About this exercise ▸ Locate the line that contains "index dip: (1059, 879)" in the entries below, then repeat it and every following line through the line that contains "thumb ip: (322, 102)", exactly, and no others.

[Opening Input material section]

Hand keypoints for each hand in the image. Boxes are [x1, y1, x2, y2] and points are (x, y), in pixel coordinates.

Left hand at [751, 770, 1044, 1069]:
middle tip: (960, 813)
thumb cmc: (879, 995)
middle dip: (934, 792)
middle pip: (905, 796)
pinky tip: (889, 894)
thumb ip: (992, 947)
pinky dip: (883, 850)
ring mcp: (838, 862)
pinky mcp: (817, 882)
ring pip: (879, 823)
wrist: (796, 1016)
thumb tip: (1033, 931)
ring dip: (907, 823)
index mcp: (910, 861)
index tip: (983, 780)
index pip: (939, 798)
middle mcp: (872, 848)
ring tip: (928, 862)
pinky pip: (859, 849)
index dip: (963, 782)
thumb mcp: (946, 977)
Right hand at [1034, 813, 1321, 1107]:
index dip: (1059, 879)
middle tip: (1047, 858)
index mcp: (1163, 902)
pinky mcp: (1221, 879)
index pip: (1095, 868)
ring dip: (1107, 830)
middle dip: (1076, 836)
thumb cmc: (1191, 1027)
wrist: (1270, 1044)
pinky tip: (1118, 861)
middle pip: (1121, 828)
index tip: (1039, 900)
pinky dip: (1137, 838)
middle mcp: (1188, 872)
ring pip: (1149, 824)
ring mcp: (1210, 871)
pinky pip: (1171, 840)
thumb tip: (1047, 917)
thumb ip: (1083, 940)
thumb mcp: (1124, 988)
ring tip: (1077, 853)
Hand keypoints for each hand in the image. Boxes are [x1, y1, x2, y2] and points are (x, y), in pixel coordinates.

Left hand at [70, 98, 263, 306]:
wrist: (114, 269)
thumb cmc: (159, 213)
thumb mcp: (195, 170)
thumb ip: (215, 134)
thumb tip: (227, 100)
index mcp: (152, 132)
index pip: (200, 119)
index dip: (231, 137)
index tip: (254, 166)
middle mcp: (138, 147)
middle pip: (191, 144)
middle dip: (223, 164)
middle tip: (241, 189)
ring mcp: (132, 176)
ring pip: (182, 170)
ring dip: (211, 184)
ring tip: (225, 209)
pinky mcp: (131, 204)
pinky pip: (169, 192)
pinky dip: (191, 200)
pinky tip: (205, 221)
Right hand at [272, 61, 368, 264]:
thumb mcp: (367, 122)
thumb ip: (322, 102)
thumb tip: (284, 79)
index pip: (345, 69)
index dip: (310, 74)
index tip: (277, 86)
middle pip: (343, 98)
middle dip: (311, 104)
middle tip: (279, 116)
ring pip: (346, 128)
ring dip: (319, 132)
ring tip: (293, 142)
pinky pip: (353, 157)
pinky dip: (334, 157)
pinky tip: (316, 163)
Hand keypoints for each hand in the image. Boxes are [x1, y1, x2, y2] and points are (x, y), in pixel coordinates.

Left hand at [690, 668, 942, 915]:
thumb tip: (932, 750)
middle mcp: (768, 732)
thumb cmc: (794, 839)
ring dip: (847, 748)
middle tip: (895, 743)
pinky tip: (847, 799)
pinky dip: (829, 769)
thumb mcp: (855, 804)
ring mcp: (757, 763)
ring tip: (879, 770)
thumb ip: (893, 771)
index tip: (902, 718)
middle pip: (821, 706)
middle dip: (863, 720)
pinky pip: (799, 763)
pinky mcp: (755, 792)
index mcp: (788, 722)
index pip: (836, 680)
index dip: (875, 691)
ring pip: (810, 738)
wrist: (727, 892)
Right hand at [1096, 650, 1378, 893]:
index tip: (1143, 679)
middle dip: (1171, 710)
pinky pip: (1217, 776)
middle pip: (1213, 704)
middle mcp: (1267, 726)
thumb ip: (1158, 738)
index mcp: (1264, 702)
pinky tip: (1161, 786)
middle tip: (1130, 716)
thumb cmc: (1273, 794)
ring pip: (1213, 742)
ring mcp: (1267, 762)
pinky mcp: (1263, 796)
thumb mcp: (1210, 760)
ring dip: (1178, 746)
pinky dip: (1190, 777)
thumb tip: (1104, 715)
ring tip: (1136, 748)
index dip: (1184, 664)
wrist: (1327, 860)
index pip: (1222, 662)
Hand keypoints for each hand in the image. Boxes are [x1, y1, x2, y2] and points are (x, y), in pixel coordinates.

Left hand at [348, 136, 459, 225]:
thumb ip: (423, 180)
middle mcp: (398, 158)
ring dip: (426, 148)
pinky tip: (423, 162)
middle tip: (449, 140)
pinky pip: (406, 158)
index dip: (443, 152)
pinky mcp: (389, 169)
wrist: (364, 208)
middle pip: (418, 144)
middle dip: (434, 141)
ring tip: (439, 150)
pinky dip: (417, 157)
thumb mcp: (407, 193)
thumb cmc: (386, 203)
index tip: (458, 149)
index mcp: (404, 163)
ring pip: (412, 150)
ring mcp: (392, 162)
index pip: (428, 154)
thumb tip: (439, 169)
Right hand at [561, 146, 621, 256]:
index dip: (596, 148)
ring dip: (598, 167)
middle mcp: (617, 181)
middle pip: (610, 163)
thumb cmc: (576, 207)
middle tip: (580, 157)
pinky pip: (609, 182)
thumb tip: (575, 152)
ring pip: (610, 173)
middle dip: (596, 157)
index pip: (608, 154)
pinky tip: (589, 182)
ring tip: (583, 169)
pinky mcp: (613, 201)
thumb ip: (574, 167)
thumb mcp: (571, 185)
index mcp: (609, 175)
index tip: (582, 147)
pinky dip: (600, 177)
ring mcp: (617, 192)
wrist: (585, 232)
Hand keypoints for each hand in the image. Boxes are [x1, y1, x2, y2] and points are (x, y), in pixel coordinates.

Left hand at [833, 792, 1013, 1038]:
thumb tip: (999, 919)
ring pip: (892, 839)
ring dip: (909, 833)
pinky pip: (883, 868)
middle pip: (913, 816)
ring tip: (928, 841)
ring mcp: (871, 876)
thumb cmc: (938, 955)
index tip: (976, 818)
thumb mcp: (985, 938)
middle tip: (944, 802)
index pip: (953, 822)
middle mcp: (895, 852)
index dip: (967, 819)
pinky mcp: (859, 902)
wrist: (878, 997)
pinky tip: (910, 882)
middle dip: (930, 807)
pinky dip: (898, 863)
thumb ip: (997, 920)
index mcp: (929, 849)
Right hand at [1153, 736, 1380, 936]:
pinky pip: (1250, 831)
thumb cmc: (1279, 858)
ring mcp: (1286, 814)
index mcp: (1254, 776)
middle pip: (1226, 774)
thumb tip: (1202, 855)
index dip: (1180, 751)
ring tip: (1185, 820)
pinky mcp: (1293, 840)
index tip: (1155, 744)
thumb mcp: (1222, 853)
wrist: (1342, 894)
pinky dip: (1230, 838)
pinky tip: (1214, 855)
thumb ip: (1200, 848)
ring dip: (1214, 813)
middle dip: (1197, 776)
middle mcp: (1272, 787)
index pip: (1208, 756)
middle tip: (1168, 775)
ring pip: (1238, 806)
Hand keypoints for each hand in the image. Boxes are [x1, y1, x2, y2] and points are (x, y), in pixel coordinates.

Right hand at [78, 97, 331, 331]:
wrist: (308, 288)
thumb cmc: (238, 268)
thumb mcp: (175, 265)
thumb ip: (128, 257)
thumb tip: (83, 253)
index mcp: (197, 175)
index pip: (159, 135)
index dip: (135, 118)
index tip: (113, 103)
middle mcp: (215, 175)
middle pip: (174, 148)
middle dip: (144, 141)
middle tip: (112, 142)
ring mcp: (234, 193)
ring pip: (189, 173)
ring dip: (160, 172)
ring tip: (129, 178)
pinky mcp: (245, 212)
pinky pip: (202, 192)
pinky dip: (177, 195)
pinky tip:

[Closing Input material section]

Response to the exercise ▸
index dip: (1059, 879)
middle tip: (1047, 858)
index mcp: (1163, 902)
pinky mcp: (1221, 879)
index pip: (1095, 868)
ring dip: (1107, 830)
middle dip: (1076, 836)
thumb cmc: (1191, 1027)
wrist: (1270, 1044)
pinky tip: (1118, 861)
middle pip: (1121, 828)
index tip: (1039, 900)
pinky dip: (1137, 838)
middle mcp: (1188, 872)
ring pip: (1149, 824)
ring mcp: (1210, 871)
pinky pip: (1171, 840)
thumb tip: (1047, 917)
thumb ip: (1083, 940)
thumb mcp: (1124, 988)
ring tip: (1077, 853)
Hand keypoints for each hand in the image. Boxes are [x1, y1, x2, y2] and points are (x, y), in pixel coordinates.

Left hand at [70, 98, 263, 306]:
wrist: (114, 269)
thumb cmc: (159, 213)
thumb mcp: (195, 170)
thumb ip: (215, 134)
thumb tip: (227, 100)
index mcp: (152, 132)
index pip: (200, 119)
index dip: (231, 137)
index tip: (254, 166)
middle mcp: (138, 147)
middle pip: (191, 144)
middle dip: (223, 164)
middle tip: (241, 189)
ring mcp: (132, 176)
ring pip: (182, 170)
ring dip: (211, 184)
ring tip: (225, 209)
pinky mcp: (131, 204)
pinky pip: (169, 192)
pinky dip: (191, 200)
pinky tip: (205, 221)
Right hand at [272, 61, 368, 264]:
thumb mcp: (367, 122)
thumb ip: (322, 102)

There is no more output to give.